Тогда Россов, невероятно заикаясь, говорил:
– Если не будет моих гастролей, застрелюсь на пороге вашего театра.
И вынимал из кармана здоровенный турецкий пистолет.
Испуганный антрепренер (а вдруг мимоходом в него пальнет, иди потом, доказывай) обыкновенно соглашался и получал два-три хороших сбора. «Гамлет», «Отелло», «Король Лир»… Между прочим, Гамлета Россов играл прекрасно.
Слушая Россова на сцене, никогда не могло придти в голову, что этот человек в жизни – безнадежный заика.
На сцене он говорил чисто, ясно, без всяких болезненных задержек.
Очевидно, и у него внутри был мотор, безошибочно действовавший.
Загадочная вещь сцена!
Россов умер в советской России на восьмом десятке лет.
Актер-кукушка, бездомный и безродный, – он вечно жил в мираже шекспировских чувств и только им отдал свою истинно подвижническую жизнь.
Вечная память!
* * *
«Ах, быстро молодость моя
Звездой падучею мелькнула…»
Пушкин.
Что же еще?.. Что добавить, передать другим, вслух сказать самому себе?
– Эта книга воспоминаний – мой кипарисовый ящик, в котором я храню последнюю горсть русской, родной земли.
Отсюда, с чужой улицы La Boetie, низко кланяюсь матери России, которую ничто человеку заменить не может.
Благословляю милый родной город и милый родной дом, отцовскую шубу в прихожей, фикус в столовой, портрет Шувалова в детской комнате.
Благословляю все исхоженные пути-дороги, каждую тропу и каждую тропинку, и широкую колею, и узкую колею, и все рельсы, рельсы, рельсы, по которым мчали нас курьерские поезда, и везли на-авось теплушки…

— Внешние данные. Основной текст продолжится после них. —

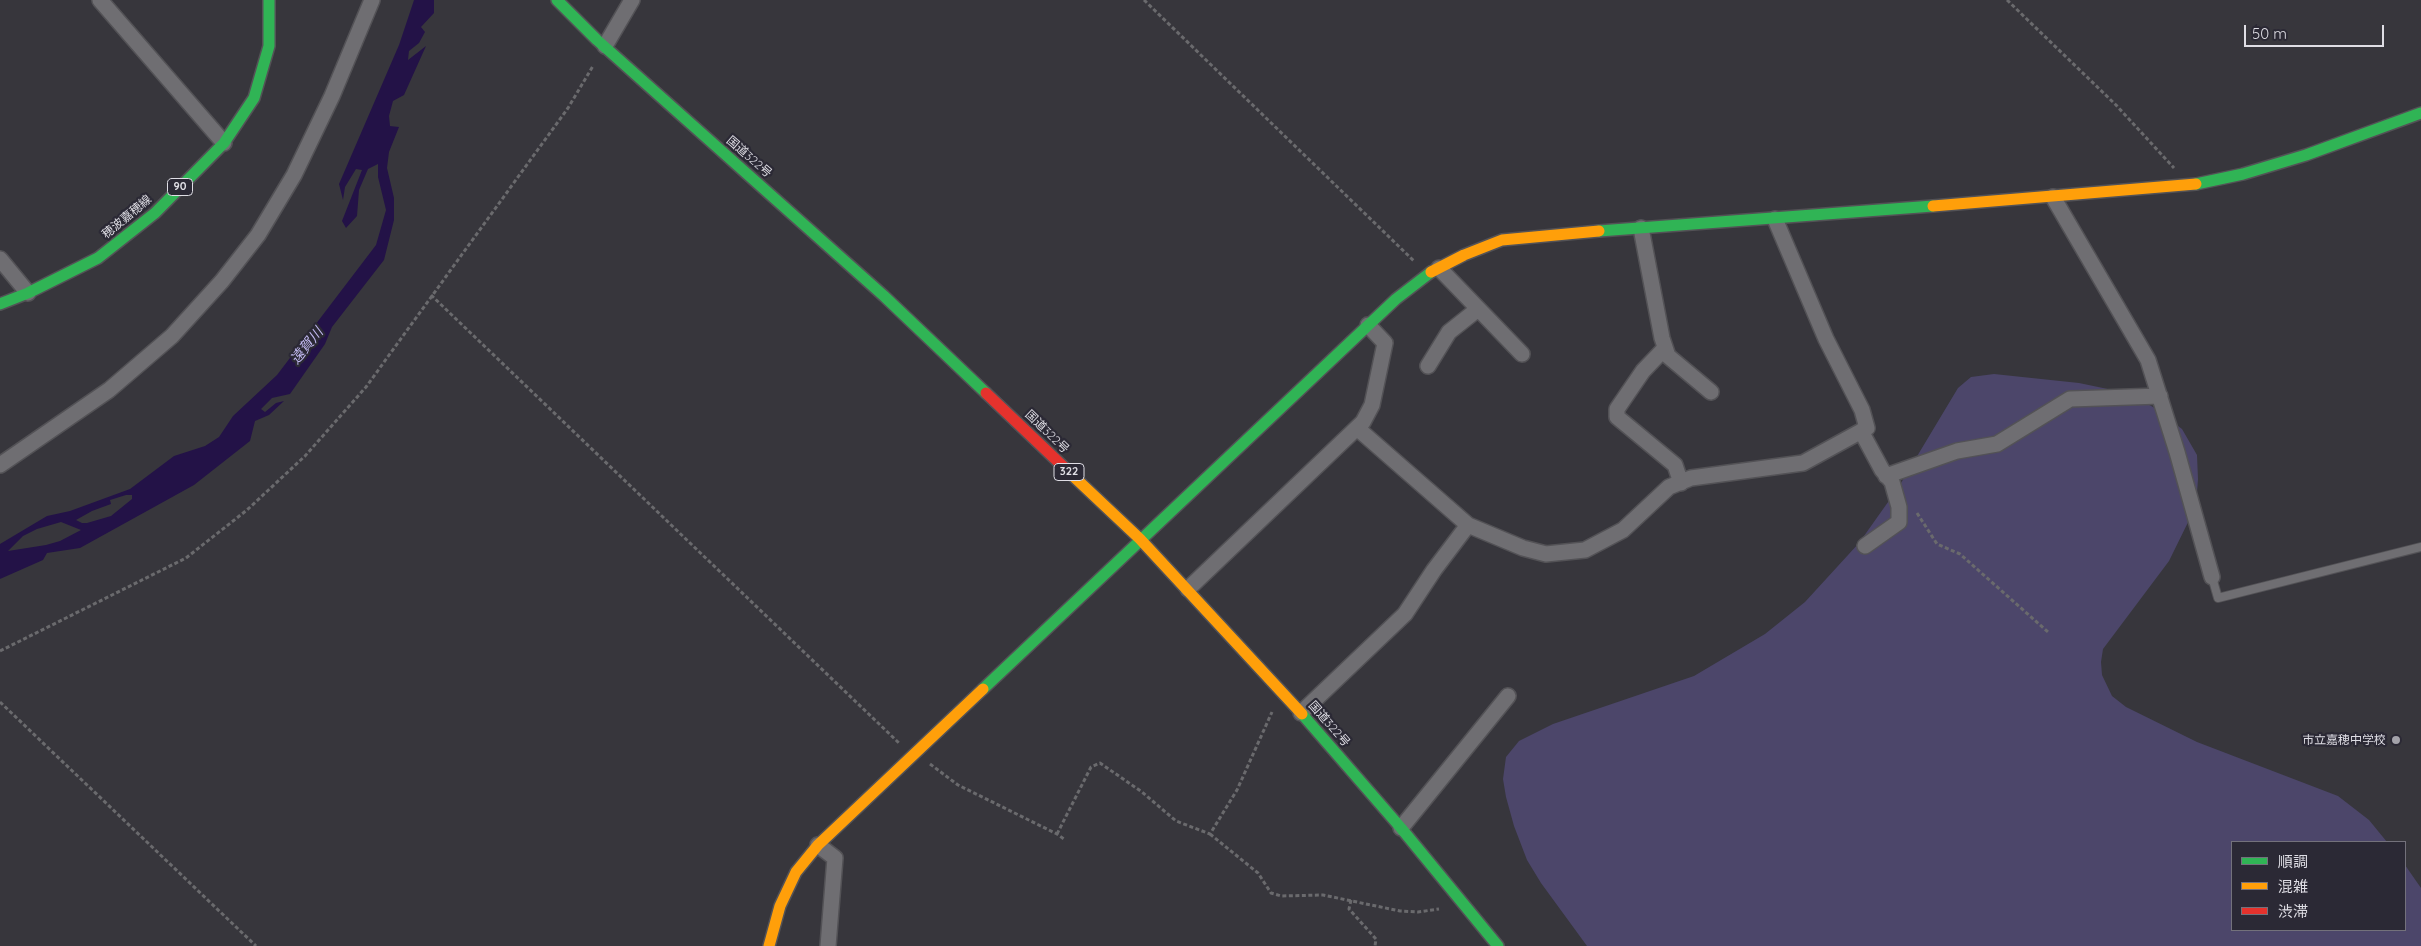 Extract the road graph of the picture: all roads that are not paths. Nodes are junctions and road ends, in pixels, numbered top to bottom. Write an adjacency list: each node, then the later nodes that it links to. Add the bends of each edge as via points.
1 (100, 0): 8 (street)
2 (269, 0): 8 (main road, 穂波嘉穂線 / 90, via 269,46 254,98)
3 (372, 0): 25 (street, via 332,96 294,175 258,234 222,281 172,336 109,390)
4 (557, 0): 6 (main road, 国道322号 / 322)
5 (632, 0): 6 (street)
6 (601, 43): 29 (main road, 国道322号 / 322, via 884,296)
7 (2421, 113): 9 (main road, via 2243,174 2189,185)
8 (224, 143): 14 (main road, 穂波嘉穂線 / 90, via 155,213 98,258)
9 (2053, 197): 10 (main road); 22 (street, via 2148,360)
10 (1775, 219): 11 (main road); 24 (street, via 1826,338 1862,410 1867,428)
11 (1641, 228): 13 (main road, via 1502,240); 18 (street)
12 (0, 259): 14 (street)
13 (1433, 271): 16 (street); 17 (main road)
14 (28, 293): 15 (main road, 穂波嘉穂線 / 90)
15 (0, 304)
16 (1478, 308): 19 (street); 20 (street, via 1449,332)
17 (1368, 325): 23 (street, via 1385,343 1372,405); 29 (main road)
18 (1665, 348): 21 (street, via 1668,356); 27 (street, via 1643,371 1617,409 1617,417 1675,464)
19 (1522, 354)
20 (1428, 366)
21 (1711, 392)
22 (2160, 396): 26 (street, via 2070,399 1997,444 1956,451); 32 (street)
23 (1357, 428): 28 (street); 33 (street)
24 (1861, 431): 26 (street); 27 (street, via 1803,463)
25 (0, 465)
26 (1886, 476): 30 (street, via 1892,482 1899,522)
27 (1680, 482): 28 (street, via 1669,487 1623,530 1585,550 1546,554)
28 (1468, 525): 35 (street, via 1405,614)
29 (1140, 539): 33 (main road, 国道322号 / 322); 37 (main road)
30 (1865, 546)
31 (2421, 547): 32 (lane, via 2218,598)
32 (2212, 577)
33 (1188, 589): 35 (main road, 国道322号 / 322)
34 (1508, 696): 36 (street)
35 (1301, 713): 36 (main road, 国道322号 / 322)
36 (1401, 828): 40 (main road, 国道322号 / 322)
37 (818, 845): 38 (main road, via 796,872 780,906); 39 (street, via 835,858)
38 (769, 946)
39 (828, 946)
40 (1498, 946) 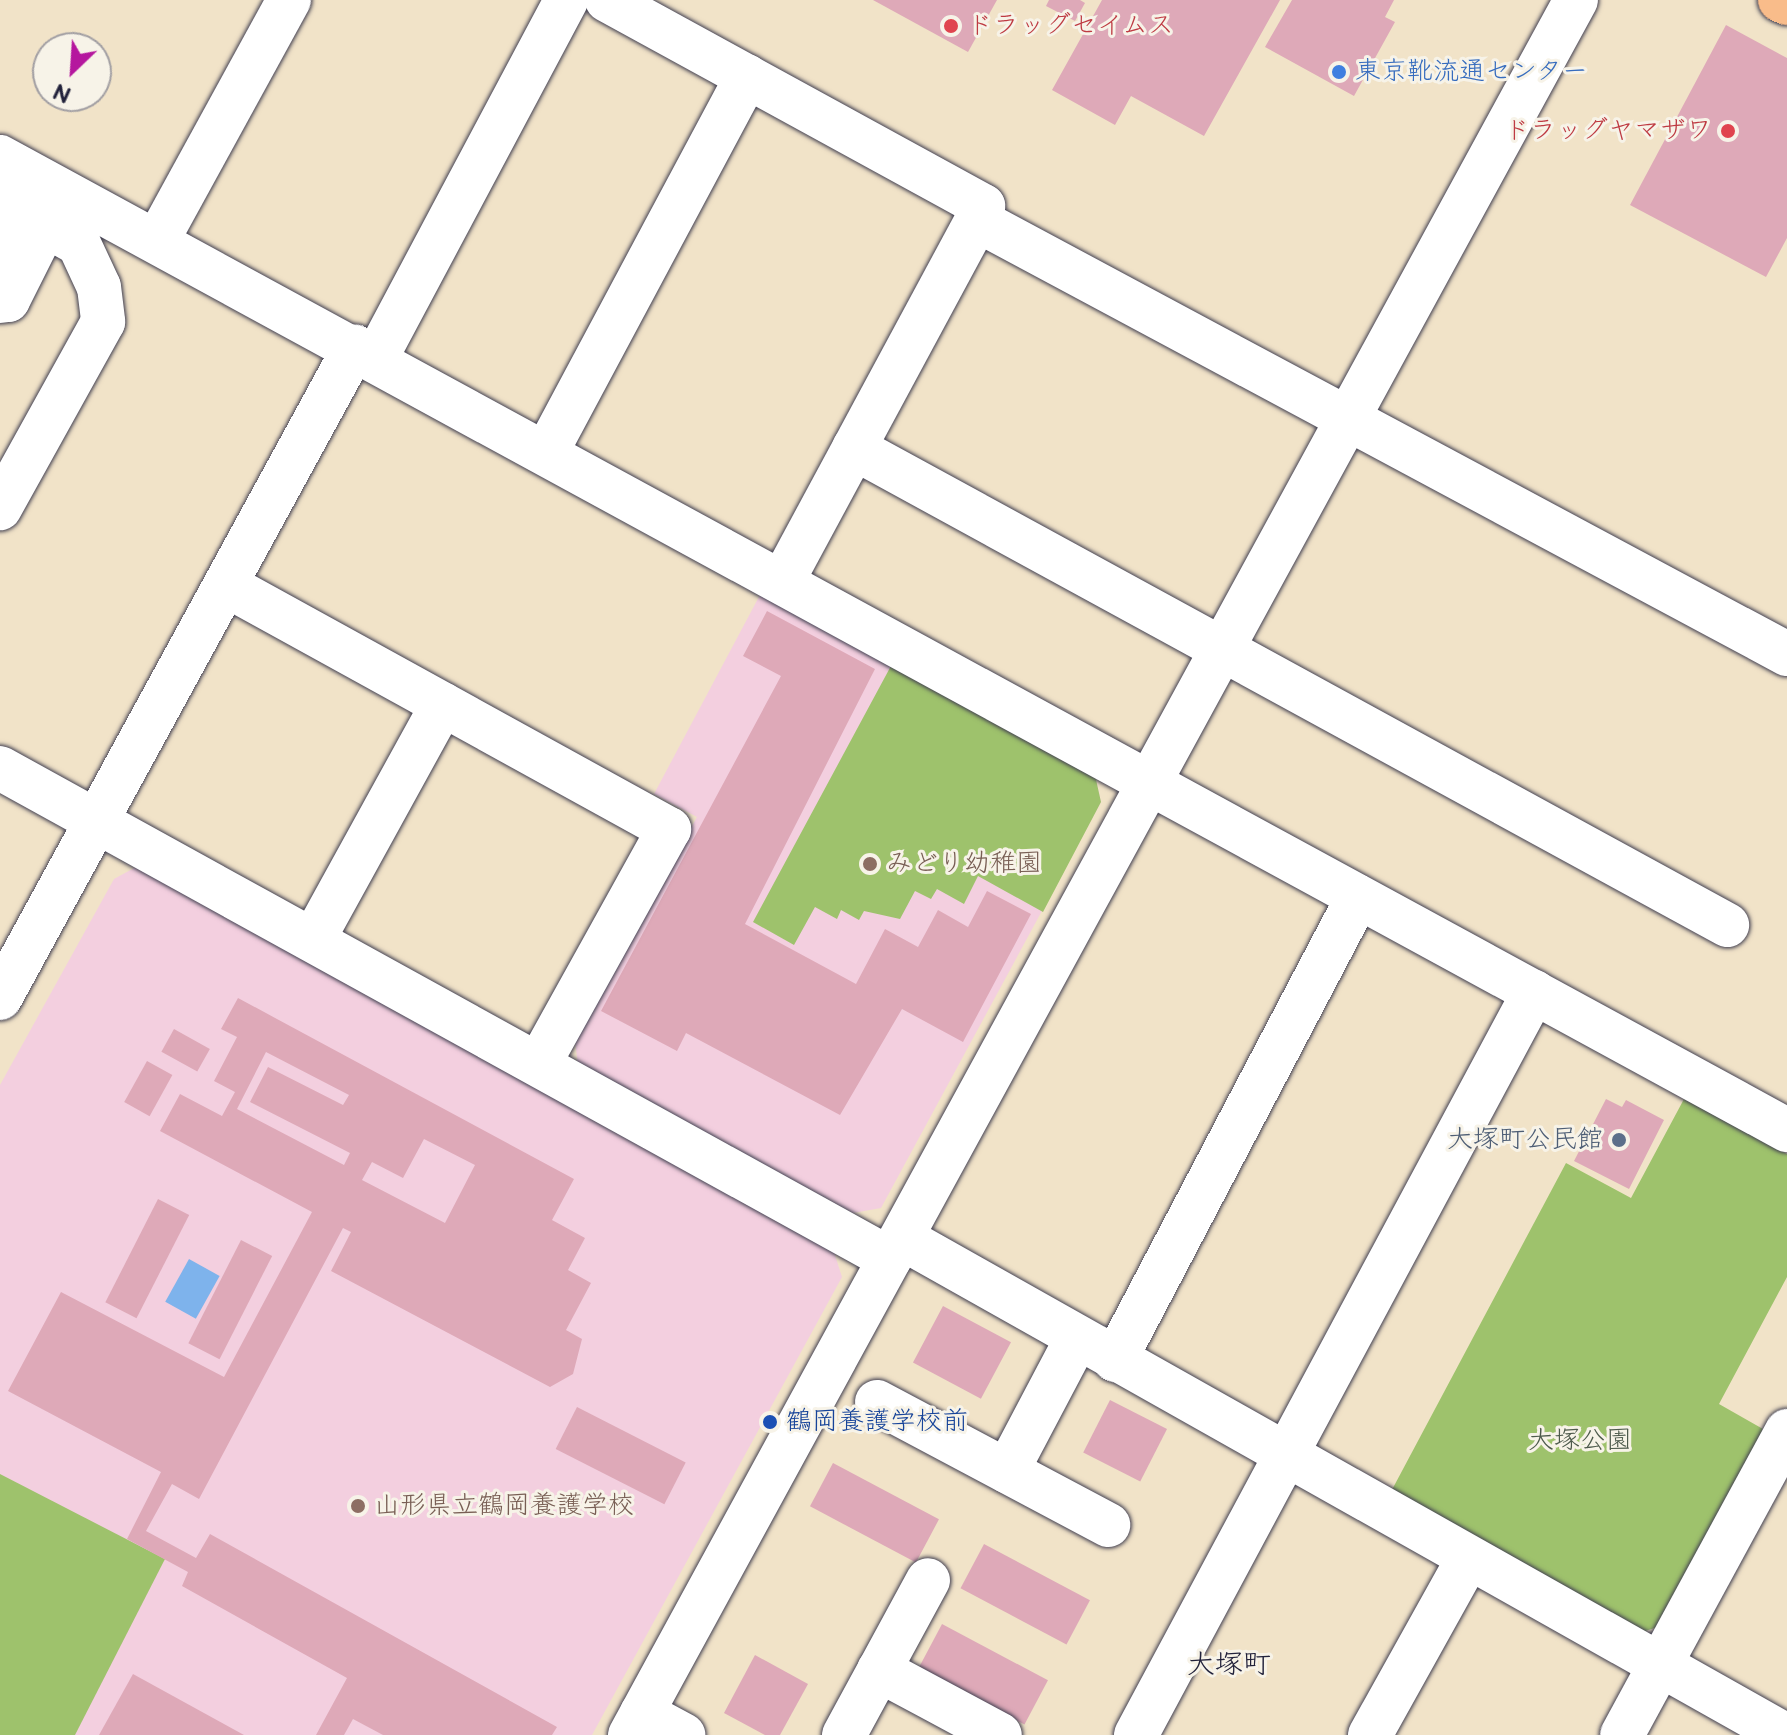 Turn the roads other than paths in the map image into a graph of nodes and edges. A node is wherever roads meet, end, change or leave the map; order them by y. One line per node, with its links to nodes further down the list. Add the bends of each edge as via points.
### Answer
1 (289, 0): 11 (street)
2 (566, 0): 13 (street)
3 (607, 0): 7 (street)
4 (1576, 0): 14 (street)
5 (1780, 0): 6 (main road)
6 (1787, 3)
7 (747, 76): 10 (street, via 983,206); 17 (street)
8 (0, 157): 11 (street)
9 (16, 220): 12 (street, via 8,300); 15 (street, via 79,244 99,287 103,322)
10 (977, 220): 14 (street); 16 (street)
11 (157, 241): 13 (street)
12 (0, 301)
13 (365, 353): 17 (street); 20 (street)
14 (1350, 414): 21 (street); 22 (street)
15 (16, 440): 18 (street)
16 (854, 448): 19 (street); 21 (street)
17 (546, 453): 19 (street)
18 (0, 508)
19 (782, 582): 25 (street)
20 (226, 585): 23 (street); 26 (street)
21 (1223, 650): 25 (street); 28 (street)
22 (1787, 654)
23 (443, 704): 29 (street); 32 (street, via 669,829)
24 (0, 768): 26 (street)
25 (1149, 783): 27 (street); 34 (street)
26 (100, 822): 29 (street); 31 (street)
27 (1358, 897): 30 (street); 36 (street)
28 (1727, 925)
29 (313, 940): 32 (street)
30 (1534, 992): 33 (street); 39 (street)
31 (0, 998)
32 (539, 1064): 34 (street)
33 (1787, 1130)
34 (896, 1248): 35 (street); 46 (street)
35 (1077, 1338): 36 (street); 40 (street)
36 (1115, 1360): 39 (street)
37 (877, 1402): 40 (street)
38 (1787, 1431): 44 (street)
39 (1288, 1459): 42 (street); 50 (street)
40 (1007, 1471): 41 (street)
41 (1108, 1525)
42 (1467, 1561): 44 (street); 51 (street)
43 (928, 1580): 45 (street)
44 (1659, 1667): 52 (street); 53 (street)
45 (879, 1670): 48 (street); 49 (street)
46 (636, 1724): 47 (street)
47 (683, 1735)
48 (844, 1735)
49 (1000, 1735)
50 (1136, 1735)
51 (1370, 1735)
52 (1622, 1735)
53 (1785, 1735) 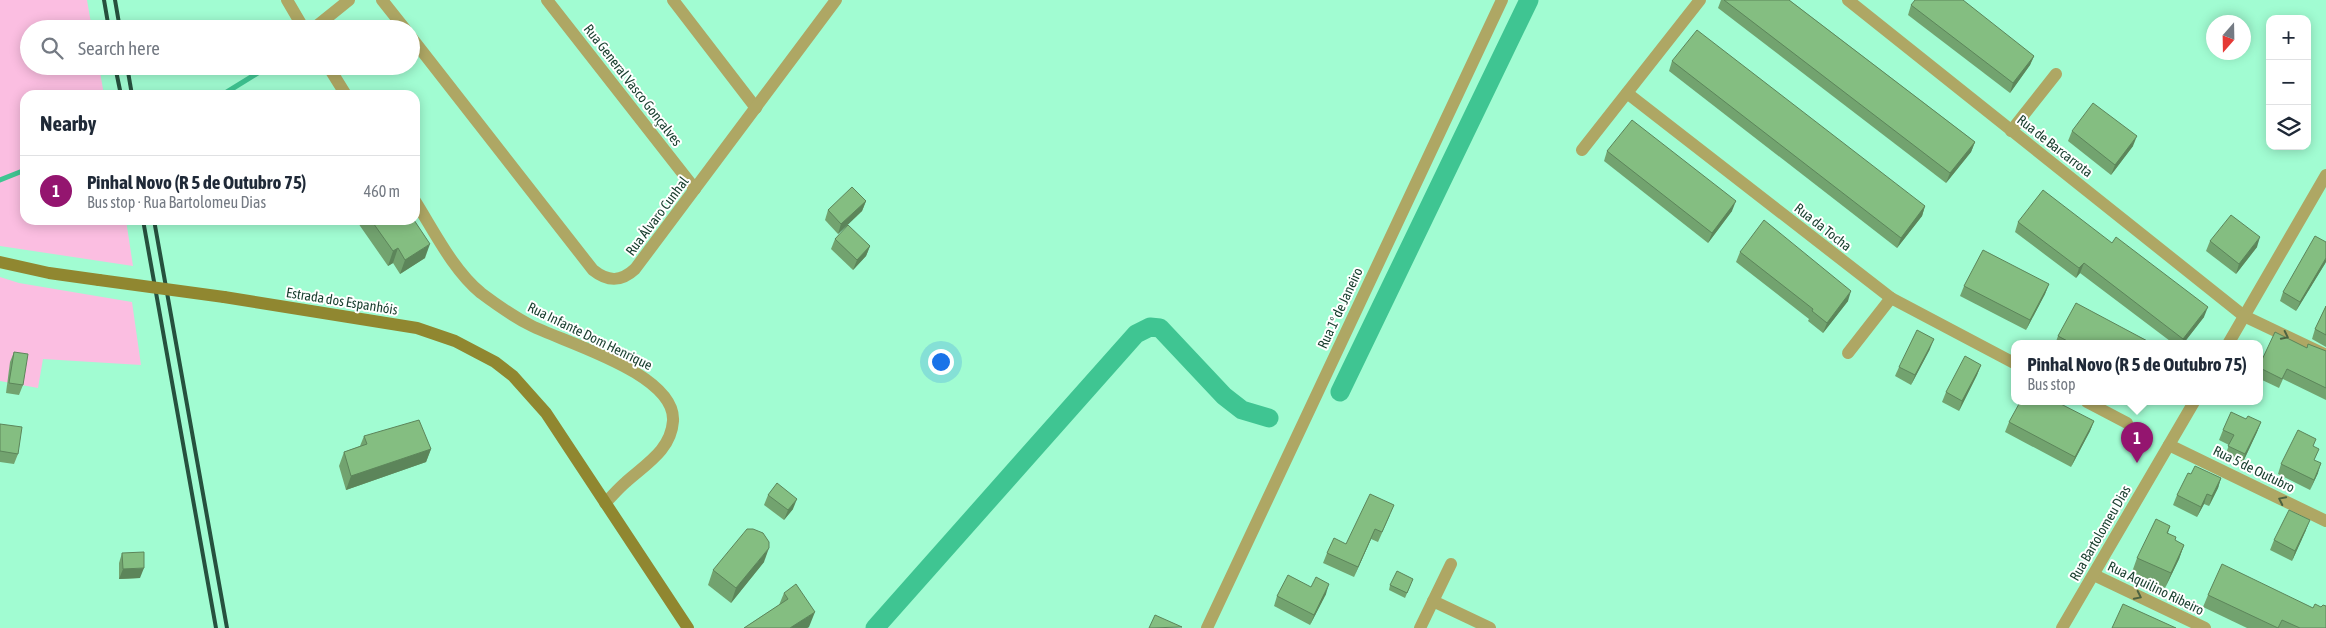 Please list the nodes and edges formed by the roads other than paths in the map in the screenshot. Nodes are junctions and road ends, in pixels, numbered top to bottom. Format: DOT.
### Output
graph roads {
  1 [pos="287,0"];
  2 [pos="349,0"];
  3 [pos="382,0"];
  4 [pos="547,0"];
  5 [pos="673,0"];
  6 [pos="836,0"];
  7 [pos="1502,0"];
  8 [pos="1700,0"];
  9 [pos="1848,0"];
  10 [pos="299,20"];
  11 [pos="325,20"];
  12 [pos="398,20"];
  13 [pos="420,49"];
  14 [pos="2056,74"];
  15 [pos="334,75"];
  16 [pos="343,90"];
  17 [pos="1627,93"];
  18 [pos="756,108"];
  19 [pos="2011,131"];
  20 [pos="1582,150"];
  21 [pos="2326,175"];
  22 [pos="695,189"];
  23 [pos="2321,196"];
  24 [pos="420,209"];
  25 [pos="0,262"];
  26 [pos="1891,298"];
  27 [pos="2244,316"];
  28 [pos="2230,340"];
  29 [pos="1848,353"];
  30 [pos="2326,355"];
  31 [pos="2011,361"];
  32 [pos="2093,405"];
  33 [pos="2192,405"];
  34 [pos="2127,423"];
  35 [pos="2169,445"];
  36 [pos="605,503"];
  37 [pos="2326,521"];
  38 [pos="1451,564"];
  39 [pos="2094,575"];
  40 [pos="1433,601"];
  41 [pos="688,628"];
  42 [pos="1207,628"];
  43 [pos="1420,628"];
  44 [pos="1490,628"];
  45 [pos="2062,628"];
  46 [pos="2205,628"];
  1 -- 10 [label="street"];
  2 -- 11 [label="street"];
  3 -- 12 [label="street"];
  4 -- 22 [label="street, Rua General Vasco Gonçalves"];
  5 -- 18 [label="street"];
  6 -- 18 [label="street, Rua Álvaro Cunhal"];
  7 -- 42 [label="street, Rua 1º de Janeiro"];
  8 -- 17 [label="street"];
  9 -- 19 [label="street, Rua de Barcarrota"];
  13 -- 22 [label="street, Rua Álvaro Cunhal"];
  14 -- 19 [label="street"];
  15 -- 16 [label="street"];
  17 -- 20 [label="street"];
  17 -- 26 [label="street, Rua da Tocha"];
  18 -- 22 [label="street, Rua Álvaro Cunhal"];
  19 -- 27 [label="street, Rua de Barcarrota"];
  21 -- 23 [label="street"];
  23 -- 27 [label="street"];
  24 -- 36 [label="street, Rua Infante Dom Henrique"];
  25 -- 36 [label="main road, Estrada dos Espanhóis, bridge"];
  26 -- 29 [label="street"];
  26 -- 31 [label="street, Rua da Tocha"];
  27 -- 28 [label="street"];
  27 -- 30 [label="street, Rua de Barcarrota, one-way"];
  32 -- 34 [label="street"];
  33 -- 35 [label="street, Rua Bartolomeu Dias"];
  37 -- 35 [label="street, Rua 5 de Outubro, one-way"];
  35 -- 39 [label="street, Rua Bartolomeu Dias"];
  36 -- 41 [label="main road"];
  38 -- 40 [label="street"];
  39 -- 45 [label="street, Rua Bartolomeu Dias"];
  39 -- 46 [label="street, Rua Aquilino Ribeiro, one-way"];
  40 -- 43 [label="street"];
  40 -- 44 [label="street"];
}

А наипаче всего, благословляя, кланяюсь – пояс и до земли – любимому, неповторимому, Русскому Театру: запаху его кулис; бахроме его колыхающегося занавеса; суфлерской будке; волшебным огням рампы и малым и великим вершителям российской театральной славы, без которой жизнь была бы беднее, душа скуднее, а сердце суше.